Women’s Right to Vote in Latin America

Hispanic Community March 2023 PREMIUM
The year 2020 marked 100 years since women obtained the right to vote in the United States, a reminder of how far women’s rights have advanced over the past century, despite the many challenges that still remain.

Latin American women have also fought hard over the past century to obtain the right to political representation, a basic catalyst for changes to women’s social and economic conditions.

Some Latin American feminist activism can be traced back to the late 19th century, as a result of liberal and secular political movements which encouraged women’s education and participation in the public sphere; nonetheless, the 1920s and 1930s were the key decades for women’s suffrage movements in the region. Most of the key Latin American activists of this time were upper class women who were educated and exposed to foreign experiences and ideas, and who took part in pan-American associations and gatherings that included U.S. suffragettes. Scholars and historians who have researched Latin American feminism at this time describe how Latin American activists diverged from U.S.-based suffragettes in some important ways, particularly in their criticism of the U.S.’ repeated interventions in Mexico, Central America and the Caribbean, and in their insistence on discussing women’s social and economic rights, as well as their political and civil rights.

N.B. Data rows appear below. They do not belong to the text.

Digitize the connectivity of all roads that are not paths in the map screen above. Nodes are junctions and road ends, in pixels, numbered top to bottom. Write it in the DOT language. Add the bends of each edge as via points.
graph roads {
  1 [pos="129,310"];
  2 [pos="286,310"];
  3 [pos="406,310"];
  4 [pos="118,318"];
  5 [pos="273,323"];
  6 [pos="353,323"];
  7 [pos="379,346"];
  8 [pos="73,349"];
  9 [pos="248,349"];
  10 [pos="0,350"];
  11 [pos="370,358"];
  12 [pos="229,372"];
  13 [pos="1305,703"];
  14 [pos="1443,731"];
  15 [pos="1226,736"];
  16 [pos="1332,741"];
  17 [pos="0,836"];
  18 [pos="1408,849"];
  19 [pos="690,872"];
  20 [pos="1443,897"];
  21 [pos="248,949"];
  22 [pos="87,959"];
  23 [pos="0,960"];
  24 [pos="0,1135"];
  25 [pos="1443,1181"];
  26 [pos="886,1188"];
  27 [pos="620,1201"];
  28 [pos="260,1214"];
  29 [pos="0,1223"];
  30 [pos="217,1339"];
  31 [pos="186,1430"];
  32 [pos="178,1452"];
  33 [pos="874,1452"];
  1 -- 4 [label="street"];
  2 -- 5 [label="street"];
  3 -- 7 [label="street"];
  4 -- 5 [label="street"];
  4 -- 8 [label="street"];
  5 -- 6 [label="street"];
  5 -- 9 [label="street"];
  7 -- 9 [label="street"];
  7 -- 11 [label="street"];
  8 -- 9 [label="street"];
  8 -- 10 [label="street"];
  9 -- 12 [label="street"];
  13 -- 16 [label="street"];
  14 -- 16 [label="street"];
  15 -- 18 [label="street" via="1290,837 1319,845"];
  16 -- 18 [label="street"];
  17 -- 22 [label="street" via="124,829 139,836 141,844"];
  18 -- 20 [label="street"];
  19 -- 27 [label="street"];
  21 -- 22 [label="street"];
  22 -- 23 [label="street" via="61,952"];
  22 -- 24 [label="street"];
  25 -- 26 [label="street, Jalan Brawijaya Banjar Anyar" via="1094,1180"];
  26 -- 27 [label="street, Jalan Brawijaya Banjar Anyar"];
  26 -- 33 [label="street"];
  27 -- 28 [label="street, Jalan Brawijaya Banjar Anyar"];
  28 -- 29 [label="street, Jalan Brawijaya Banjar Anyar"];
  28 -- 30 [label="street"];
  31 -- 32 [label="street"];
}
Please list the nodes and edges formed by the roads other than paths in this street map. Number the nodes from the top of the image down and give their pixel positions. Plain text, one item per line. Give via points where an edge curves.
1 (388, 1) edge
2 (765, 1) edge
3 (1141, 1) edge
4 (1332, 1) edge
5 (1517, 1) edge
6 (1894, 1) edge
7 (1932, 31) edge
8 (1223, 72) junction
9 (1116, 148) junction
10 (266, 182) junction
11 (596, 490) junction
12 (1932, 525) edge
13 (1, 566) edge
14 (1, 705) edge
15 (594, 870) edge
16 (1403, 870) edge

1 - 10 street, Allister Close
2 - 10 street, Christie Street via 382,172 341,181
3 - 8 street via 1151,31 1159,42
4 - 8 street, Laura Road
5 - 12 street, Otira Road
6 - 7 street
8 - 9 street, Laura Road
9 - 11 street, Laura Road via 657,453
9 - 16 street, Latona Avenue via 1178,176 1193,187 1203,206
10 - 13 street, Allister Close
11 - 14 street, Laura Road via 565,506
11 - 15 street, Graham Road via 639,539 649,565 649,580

In 1910, the First International Feminine Congress took place in Buenos Aires, organized by Argentinean activists who led the way for subsequent movements in the region. In 1916, at the end of a national revolution in which women had played an important role, Mexican activists organized the International Congress of Women in Merida, which was attended by 700 delegates. In 1922, U.S. suffragettes organized the League of Women Voters Pan American Conference in Baltimore; some Latin American attendees were discouraged by the fact that, despite its intention to include the entire region, the conference’s agenda was controlled by the U.S. organizers, who also ignored petitions to condemn U.S. interventionist policies. As a result, some Latin American activists formed their own organizations, such as the Liga Internacional de Mujeres Ibéricas e Hispanoamericanas (The International League of Iberian and Hispano-American Women).

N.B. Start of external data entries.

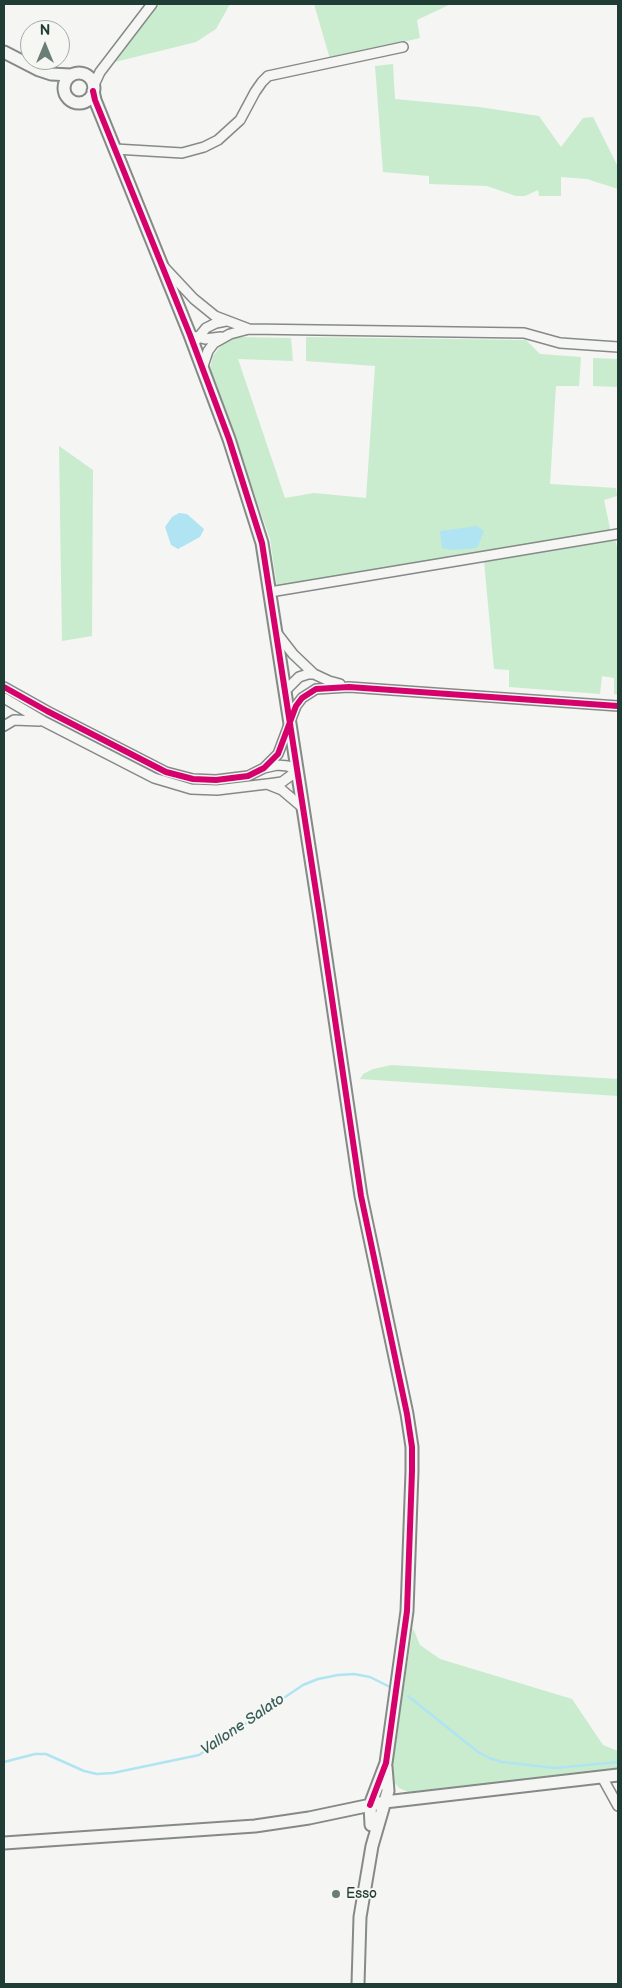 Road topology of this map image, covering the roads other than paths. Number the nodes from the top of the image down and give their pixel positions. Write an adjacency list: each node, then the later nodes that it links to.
1 (152, 4): 6 (street)
2 (403, 47): 10 (street)
3 (4, 52): 5 (street)
4 (4, 63): 7 (street)
5 (71, 76): 6 (street); 7 (street)
6 (93, 89): 8 (street); 9 (street)
7 (64, 90): 8 (street)
8 (79, 102): 9 (street)
9 (106, 126): 10 (street)
10 (115, 149): 11 (street)
11 (162, 264): 12 (street); 15 (street)
12 (226, 321): 13 (street); 15 (street)
13 (249, 329): 14 (street); 16 (street)
14 (221, 338): 15 (street); 17 (street)
15 (193, 339): 17 (street)
16 (618, 347)
17 (202, 369): 19 (street)
18 (618, 534): 19 (street)
19 (270, 592): 20 (street)
20 (276, 632): 21 (street); 24 (street)
21 (314, 674): 22 (street); 24 (street)
22 (350, 686): 25 (street); 29 (street)
23 (4, 687): 28 (street)
24 (286, 687): 25 (street); 31 (street)
25 (316, 688): 31 (street)
26 (4, 691): 28 (street)
27 (4, 698): 30 (street)
28 (22, 698): 33 (street)
29 (618, 706)
30 (43, 721): 32 (street); 35 (street)
31 (289, 724): 33 (street); 34 (street)
32 (4, 726)
33 (264, 768): 34 (street)
34 (296, 772): 35 (street); 36 (street)
35 (267, 784): 36 (street)
36 (302, 807): 37 (street)
37 (386, 1763): 40 (street); 42 (street)
38 (618, 1775): 39 (street)
39 (602, 1777): 41 (street); 44 (street)
40 (387, 1781): 41 (street); 43 (street)
41 (406, 1799): 43 (street); 46 (street)
42 (372, 1800): 43 (street); 45 (street); 47 (street)
43 (385, 1802): 46 (street)
44 (618, 1806)
45 (354, 1808): 47 (street); 48 (street)
46 (381, 1816): 49 (street)
47 (371, 1825): 49 (street)
48 (4, 1843)
49 (372, 1846): 50 (street)
50 (358, 1984) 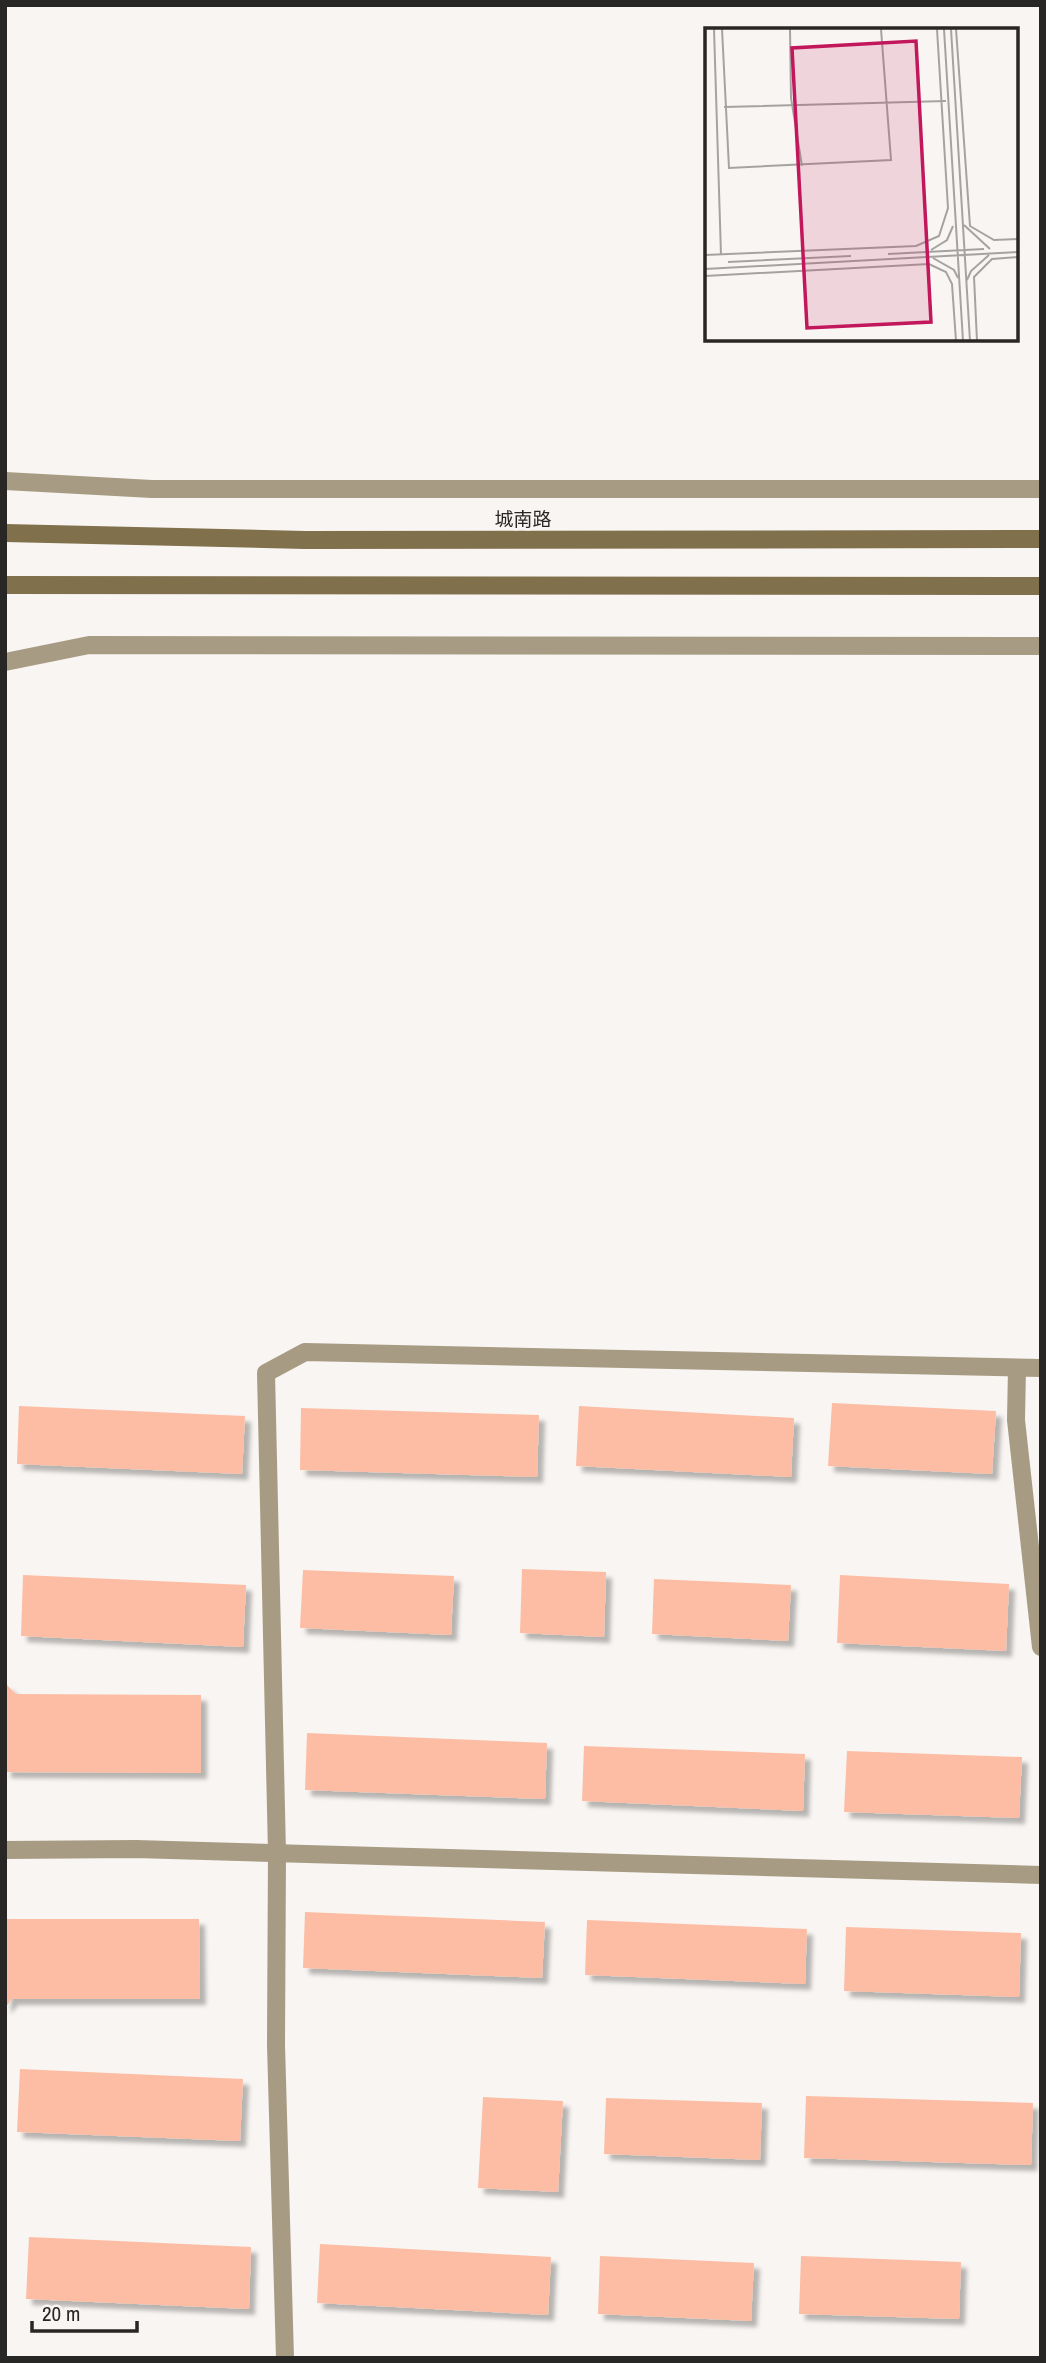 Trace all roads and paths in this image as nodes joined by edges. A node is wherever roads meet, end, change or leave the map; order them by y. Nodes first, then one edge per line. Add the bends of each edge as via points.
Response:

It was in the 1930s, however, when this initial activism gained traction and real change began occurring. Several international gatherings took place, in conjunction with the influential Washington D.C.-based Interamerican Commission on Women (IACW), where women’s political rights were recognized as equal to men’s: the 1933 Pan American Conference held in Montevideo, where a key resolution recommending women’s suffrage – the “Civil and Political Rights of Women” -was passed; the 1936 Inter-American Conference for the Maintenance of Peace in Buenos Aires, where another women’s rights resolution was passed; and the 1938 Eighth International Conference of American States, held in Lima, where IACW participants passed the Lima Declaration in Favor of Women’s Rights. All these developments led up to the inclusion of women’s rights in the 1948 United Nations Charter, and in the norms upheld by the Organization of American States, created in the same year. Latin American activists played key roles in including women’s rights in the newly formed United Nations; indeed, Brazilian IACW representative Bertha Lutz led the initiative to create the UN Commission on the Status of Women, and Chilean activist Amanda Lebarca became its first director.

These international developments, together with specific political changes in each country, led to the official enfranchisement of women in the bulk of Latin American countries in the 1930s, 1940s and 1950s.

There was some recognition of women’s right to vote before the 1920s, but it was very limited. Notably, Argentina has allowed women to vote in municipal elections in the province of San Juan since 1862, and the 1917 Uruguayan constitution afforded men and women equal voting rights in principle, although this was not enacted into law until decades later.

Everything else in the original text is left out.